With that Bobby stepped back and smiled his special hee-hee smile as he surveyed his audience imperiously. They, Madge and I stared back, quite unable to understand a single word Bobby had said but feeling it was probably the most important thing we’d ever been told. Wow, politics; it was turning me into a Doug.
Tony leaped to his feet, whistling and clapping, accompanied by his wildly cheering supporters. George and Madge looked less than pleased but would probably not squish Bobby if Tony was happy. The nuns looked strangely puzzled.
With nothing left to do till the voting on Thursday, everyone dispersed, leaving Tony and Madge to join George in celebratory sherbets. Democracy in action.
“Now we shall strike,” Bobby whispered.
And so we did. For the next two days, pockets loaded down with gum and Smarties, we set out to woo our electorate. Bobby’s plan was to trawl the playground looking for potentially rebellious voters who might be inclined to use the anonymity of the voting booth, in our case a teepee, to cheat. It seemed obvious they would make excellent recruits for our still mysterious party.
“No, no, no. It would be far too obvious to ask them to vote for us and potentially dangerous. We shall adopt a different approach: identify the swing-voter and then corral them back into the herd,” Bobby explained without clarifying anything.
“Ice-cream for lunch every day with chocolate sauce followed by beans on toast and unlimited cola?” our representative wavering voter asked, helping himself to another Smartie.
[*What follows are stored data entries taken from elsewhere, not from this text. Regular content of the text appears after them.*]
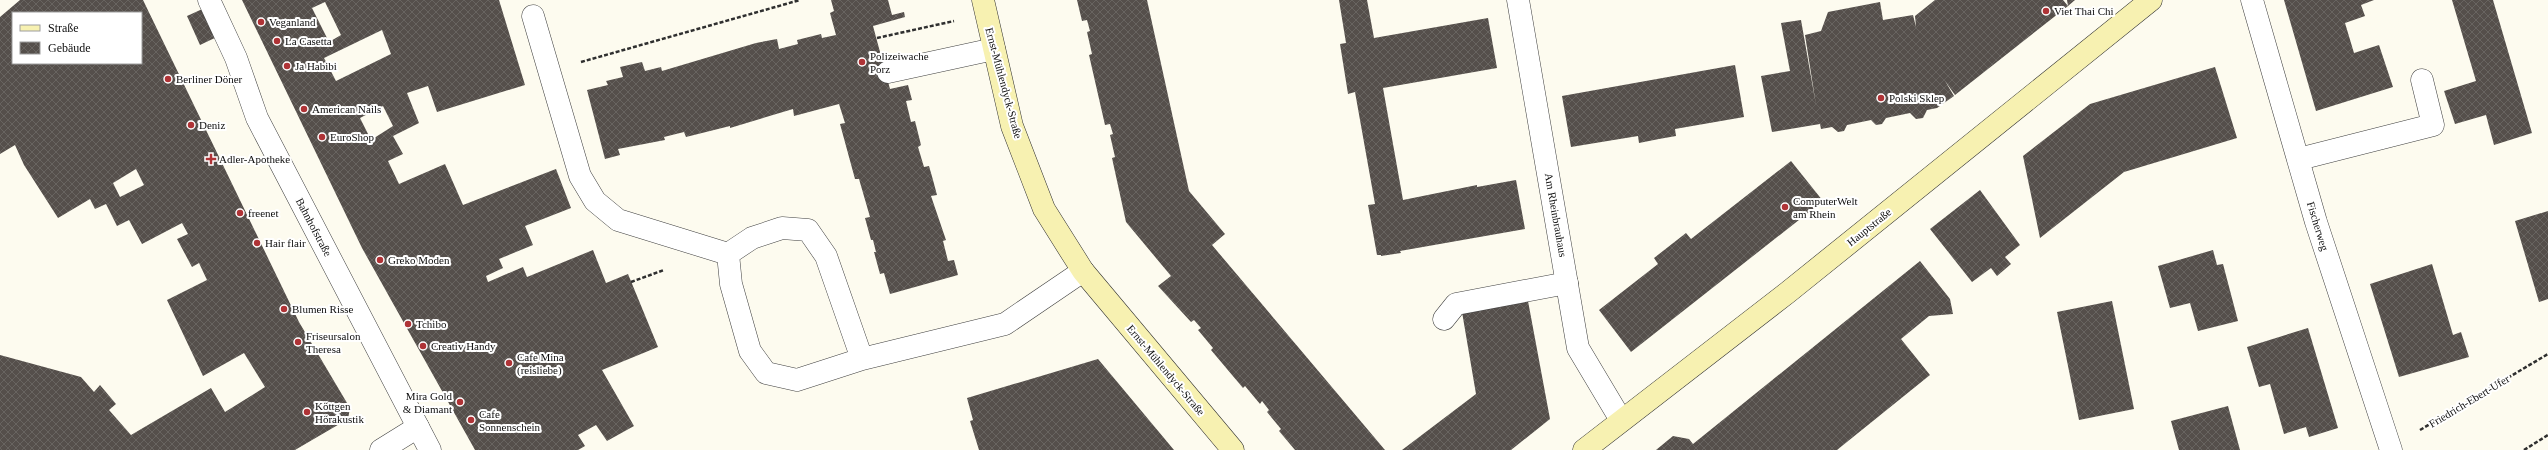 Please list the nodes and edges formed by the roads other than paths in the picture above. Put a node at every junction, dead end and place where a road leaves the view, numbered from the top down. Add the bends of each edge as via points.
1 (209, 0) edge
2 (1518, 0) edge
3 (2151, 0) edge
4 (2252, 0) edge
5 (984, 7) edge
6 (533, 16) dead end
7 (994, 49) junction
8 (888, 72) dead end
9 (2422, 80) dead end
10 (2299, 159) junction
11 (728, 254) junction
12 (1083, 271) junction
13 (1567, 283) junction
14 (1444, 319) dead end
15 (862, 359) junction
16 (1621, 420) junction
17 (418, 427) junction
18 (381, 450) edge
19 (430, 450) edge
20 (1233, 450) edge
21 (1584, 450) edge
22 (2391, 450) edge

1 - 17 street, Bahnhofstraße via 236,58 258,118
2 - 13 street, Am Rheinbrauhaus
3 - 16 main road, Hauptstraße via 1788,293
4 - 10 street, Fischerweg
5 - 7 main road, Ernst-Mühlendyck-Straße
6 - 11 street via 580,176 595,201 618,220
7 - 8 street
7 - 12 main road, Ernst-Mühlendyck-Straße via 1012,126 1044,209
9 - 10 street via 2434,125
10 - 22 street, Fischerweg via 2316,222
11 - 15 street via 731,284 750,351 766,373 797,380
11 - 15 street via 752,238 782,228 808,230 826,256
12 - 15 street via 1005,324
12 - 20 main road, Ernst-Mühlendyck-Straße
13 - 14 street via 1456,304
13 - 16 street, Am Rheinbrauhaus via 1578,348
16 - 21 main road, Hauptstraße
17 - 18 street
17 - 19 street, Bahnhofstraße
“Yes, relative to those virtual lunches served in the land of Oz, and no more homework, maths or tests of any kind for seventy-seven per cent of the school week when measured incorrectly,” Bobby added.
“Great, no tests, what do I have to do?” he cheerfully asked and Bobby told him.
Not all our would-be supporters, who didn’t know anything about our candidacy, were quite so easy to convince.
“That doesn’t make any sense. How can you promise that school holidays will last all year, and anyway, I like school,” the miserable little bookworm replied. Inwardly, I groaned while maintaining a fixed grin of enormous proportions, an essential part of politics perhaps but I feared my face would be indelibly branded with that stupid smile if we kept this up for much longer.
Bobby took a deep breath, showed more teeth and tried a different tack: “How would you like to be Deputy Head of Vice in the new government, answerable only to the President, with an annual salary of thirty-five pounds?”
Bobby had gone too far; where were we going to get thirty-five pounds from? And then I mentally slapped myself for being so stupid. I was President of Vice, probably earning three hundred and fifty pounds a year, more than enough to buy off this horrible little Deputy Vice swot.
“Where do I sign?” the swot immediately answered.
Campaigning was hard work and I had lost all track of what we had promised. Bobby later enlightened me. Apparently, it was the solemn duty of all leaders to ignore any promises made before the election. As Bobby put it, the burden of leadership was hard enough without carrying the extra weight of commitments made during a campaign. That would make no sense at all. I did recall that we’d promised Peter we would kill his older sister and her boyfriend after the election. I wasn’t sure whether that was entirely ethical;
his sister was horrible beyond any bounds of reasonableness and she almost certainly deserved to die, but her boyfriend? Wasn’t he suffering enough already? I was amazed he hadn’t committed Hurry Curry before now.
I had to be honest, the whole political thing was a complete mystery to me.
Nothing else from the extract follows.